Salient: Victoria University Students' Newspaper. Vol. 24, No. 11. 1961
Science Column — The Crab's Clock
The Crab's Clock
Recent research suggests that the rhythmic behaviour of many marine creatures is not directly' due, as might be supposed, to the influence of such obvious external rhythms as the tide and the day and night pattern produced by the earth's rotation. It seems to be due, rather, to the action of internal "clocks." These are usually in phase with one or more of the environmental rhythms but the "clocks" continue to work when the environmental stimuli are not present, so there is no simple cause—and—effect relationship.

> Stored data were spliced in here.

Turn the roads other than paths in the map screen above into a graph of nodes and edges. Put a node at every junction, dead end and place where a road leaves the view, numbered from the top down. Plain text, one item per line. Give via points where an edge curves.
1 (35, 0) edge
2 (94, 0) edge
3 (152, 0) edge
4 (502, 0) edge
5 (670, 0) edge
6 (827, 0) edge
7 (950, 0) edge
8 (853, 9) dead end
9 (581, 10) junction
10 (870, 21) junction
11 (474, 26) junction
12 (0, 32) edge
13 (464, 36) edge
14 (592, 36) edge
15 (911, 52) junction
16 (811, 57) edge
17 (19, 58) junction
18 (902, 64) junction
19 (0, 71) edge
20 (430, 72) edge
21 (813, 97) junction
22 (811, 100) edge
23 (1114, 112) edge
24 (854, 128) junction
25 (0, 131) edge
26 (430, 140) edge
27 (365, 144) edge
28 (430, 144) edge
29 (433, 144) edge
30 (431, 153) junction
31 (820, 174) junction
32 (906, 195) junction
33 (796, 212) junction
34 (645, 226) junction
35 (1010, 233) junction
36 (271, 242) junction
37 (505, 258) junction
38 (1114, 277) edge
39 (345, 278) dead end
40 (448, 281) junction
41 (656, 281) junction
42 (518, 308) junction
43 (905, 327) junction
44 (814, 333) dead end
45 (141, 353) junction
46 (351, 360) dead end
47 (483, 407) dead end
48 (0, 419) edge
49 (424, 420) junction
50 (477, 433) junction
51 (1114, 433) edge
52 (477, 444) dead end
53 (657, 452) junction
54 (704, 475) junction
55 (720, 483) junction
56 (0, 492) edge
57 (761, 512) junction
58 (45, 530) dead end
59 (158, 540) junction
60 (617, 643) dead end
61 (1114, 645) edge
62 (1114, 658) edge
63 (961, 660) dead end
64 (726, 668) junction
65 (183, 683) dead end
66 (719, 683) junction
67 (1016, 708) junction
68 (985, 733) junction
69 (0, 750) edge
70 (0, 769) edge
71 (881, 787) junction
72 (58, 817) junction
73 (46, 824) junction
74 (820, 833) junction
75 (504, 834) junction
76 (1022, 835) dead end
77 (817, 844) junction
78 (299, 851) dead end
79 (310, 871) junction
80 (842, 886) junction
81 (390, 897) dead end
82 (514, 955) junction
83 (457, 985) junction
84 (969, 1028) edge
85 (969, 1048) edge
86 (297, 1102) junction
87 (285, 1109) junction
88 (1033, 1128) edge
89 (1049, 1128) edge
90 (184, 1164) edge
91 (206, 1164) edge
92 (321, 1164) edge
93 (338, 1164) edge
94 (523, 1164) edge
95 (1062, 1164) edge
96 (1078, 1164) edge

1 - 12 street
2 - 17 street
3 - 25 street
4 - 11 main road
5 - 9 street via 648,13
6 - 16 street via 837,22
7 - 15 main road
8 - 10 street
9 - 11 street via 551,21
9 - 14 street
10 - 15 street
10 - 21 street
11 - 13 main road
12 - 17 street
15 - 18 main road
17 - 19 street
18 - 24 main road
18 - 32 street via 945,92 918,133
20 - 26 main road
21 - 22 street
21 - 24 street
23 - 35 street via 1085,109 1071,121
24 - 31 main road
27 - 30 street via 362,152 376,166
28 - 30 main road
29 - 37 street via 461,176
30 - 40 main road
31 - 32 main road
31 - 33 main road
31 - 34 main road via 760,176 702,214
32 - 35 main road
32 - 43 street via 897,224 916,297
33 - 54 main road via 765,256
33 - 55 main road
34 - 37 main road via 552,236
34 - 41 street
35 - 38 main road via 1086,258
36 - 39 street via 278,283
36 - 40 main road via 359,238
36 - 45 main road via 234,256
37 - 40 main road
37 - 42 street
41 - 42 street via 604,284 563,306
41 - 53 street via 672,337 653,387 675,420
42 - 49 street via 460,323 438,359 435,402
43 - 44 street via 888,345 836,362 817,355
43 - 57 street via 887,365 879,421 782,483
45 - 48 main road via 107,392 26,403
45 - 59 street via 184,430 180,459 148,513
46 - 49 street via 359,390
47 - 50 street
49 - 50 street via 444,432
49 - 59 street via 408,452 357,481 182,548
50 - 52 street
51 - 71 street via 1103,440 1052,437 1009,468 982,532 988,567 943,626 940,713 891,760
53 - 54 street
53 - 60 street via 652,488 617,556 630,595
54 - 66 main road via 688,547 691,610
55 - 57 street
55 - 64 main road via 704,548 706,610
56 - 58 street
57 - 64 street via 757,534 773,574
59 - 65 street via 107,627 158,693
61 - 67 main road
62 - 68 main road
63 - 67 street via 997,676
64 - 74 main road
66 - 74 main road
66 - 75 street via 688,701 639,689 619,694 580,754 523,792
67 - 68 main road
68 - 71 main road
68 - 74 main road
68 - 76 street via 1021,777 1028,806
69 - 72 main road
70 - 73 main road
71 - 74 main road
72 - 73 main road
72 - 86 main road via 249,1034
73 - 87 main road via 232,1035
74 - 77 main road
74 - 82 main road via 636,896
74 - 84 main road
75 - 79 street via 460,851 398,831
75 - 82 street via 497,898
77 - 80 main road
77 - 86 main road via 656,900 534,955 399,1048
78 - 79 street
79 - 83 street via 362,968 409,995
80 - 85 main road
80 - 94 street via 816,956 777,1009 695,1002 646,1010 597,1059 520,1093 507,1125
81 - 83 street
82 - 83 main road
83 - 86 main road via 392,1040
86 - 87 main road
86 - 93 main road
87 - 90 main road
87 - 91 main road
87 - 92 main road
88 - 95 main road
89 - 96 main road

Common green seashore crabs move about the beach when the tide covers it but remain still and out of sight when the tide goes out and the shore is exposed. When removed to the laboratory, where they were kept at a constant temperature In a room continuously lit by a dim red light, they continued to show the same regular bursts of activity followed by periods of quiescence.

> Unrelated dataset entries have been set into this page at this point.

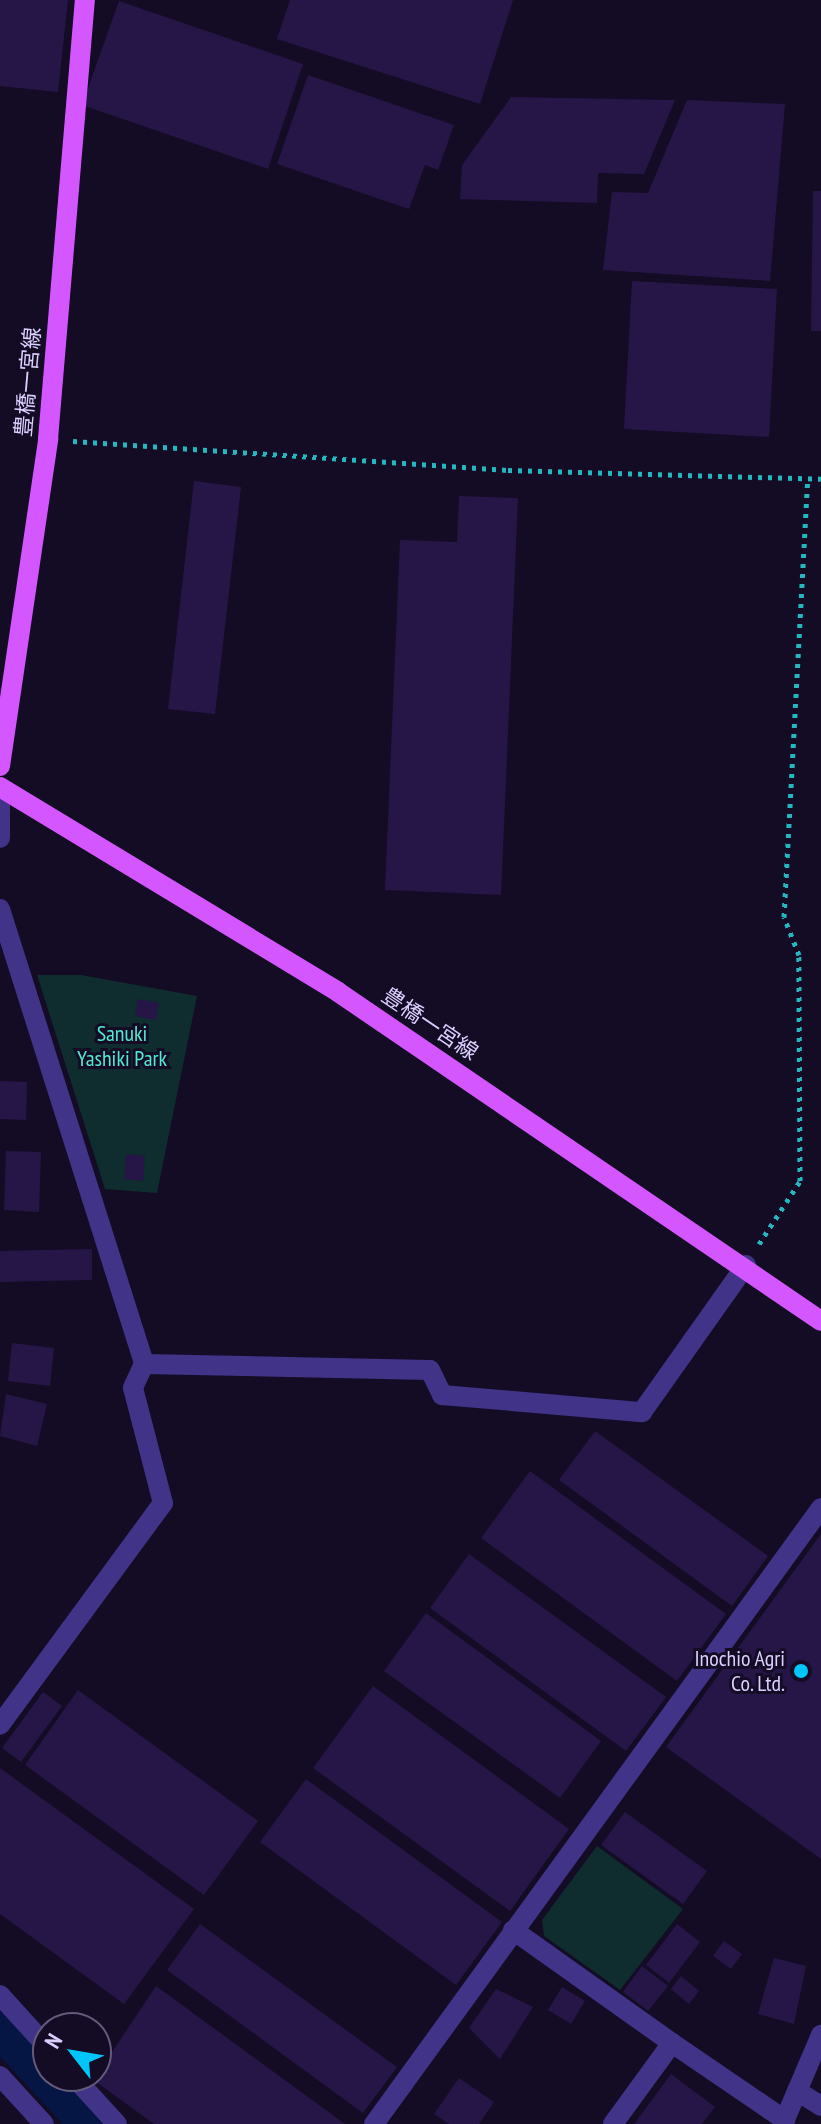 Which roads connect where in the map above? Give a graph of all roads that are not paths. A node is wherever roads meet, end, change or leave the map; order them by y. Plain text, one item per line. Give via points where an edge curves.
1 (85, 0) edge
2 (0, 766) edge
3 (0, 787) edge
4 (0, 805) edge
5 (0, 838) edge
6 (0, 909) edge
7 (746, 1265) junction
8 (821, 1321) edge
9 (144, 1364) junction
10 (821, 1508) edge
11 (0, 1725) edge
12 (513, 1930) junction
13 (0, 1995) edge
14 (32, 2030) edge
15 (821, 2035) edge
16 (672, 2043) junction
17 (0, 2076) edge
18 (797, 2091) junction
19 (88, 2092) edge
20 (821, 2106) edge
21 (784, 2122) edge
22 (44, 2124) edge
23 (117, 2124) edge
24 (374, 2124) edge
25 (613, 2124) edge

1 - 2 main road, 豊橋一宮線 via 48,439
3 - 7 main road, 豊橋一宮線 via 338,992
4 - 5 street
6 - 9 street
7 - 8 main road, 豊橋一宮線
7 - 9 street via 642,1412 442,1395 430,1370
9 - 11 street via 133,1388 163,1503
10 - 12 street
12 - 16 street
12 - 24 street
13 - 14 street
15 - 18 street
16 - 21 street
16 - 25 street
17 - 22 street
18 - 20 street
18 - 21 street
19 - 23 street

There appear to be two separate cycles. Bursts of activity occur every 124 hours, coinciding with the high tide on the shore from which the crabs were collected. Other bursts coincide with the hours of darkness. When high tide occurs at night, activity reaches a maximum. Interestingly, the same tidal rhythm was found in crabs of the same species which were found in docks not affected by tides, suggesting that this behaviour might be Inherited. Similar Inherited rhythms are known in some non-marine creatures.

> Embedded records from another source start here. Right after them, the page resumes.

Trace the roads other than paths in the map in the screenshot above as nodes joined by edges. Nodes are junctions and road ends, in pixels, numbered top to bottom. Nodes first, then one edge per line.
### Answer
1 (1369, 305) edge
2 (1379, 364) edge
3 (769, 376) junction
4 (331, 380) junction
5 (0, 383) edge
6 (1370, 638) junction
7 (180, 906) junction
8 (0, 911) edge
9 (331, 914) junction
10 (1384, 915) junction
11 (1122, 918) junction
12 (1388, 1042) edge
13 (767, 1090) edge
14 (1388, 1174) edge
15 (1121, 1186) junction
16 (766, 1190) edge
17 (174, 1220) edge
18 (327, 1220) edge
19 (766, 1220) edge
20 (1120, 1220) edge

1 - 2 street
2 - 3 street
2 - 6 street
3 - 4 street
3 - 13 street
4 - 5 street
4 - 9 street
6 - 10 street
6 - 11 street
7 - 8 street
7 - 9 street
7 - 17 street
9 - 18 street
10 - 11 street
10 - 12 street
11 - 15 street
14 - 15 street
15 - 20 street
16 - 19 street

How do the "clocks" of animals work and in which parts of their bodies are they located? Since they are often independent at temperature changes, it is unlikely they are controlled by simple biochemical processes. In crabs, there is some evidence that the sinus gland in the eyestalk may have an important effect on the rhythm. Attempts to learn more about this phenomenan are being made by subjecting crabs to cyclical changes of light and tide which are different from those they would normally experience. If timing mechanisms are widespread In marine animals, they may help to explain such things as the semilunar spawning periodicity of oysters and other shellfish.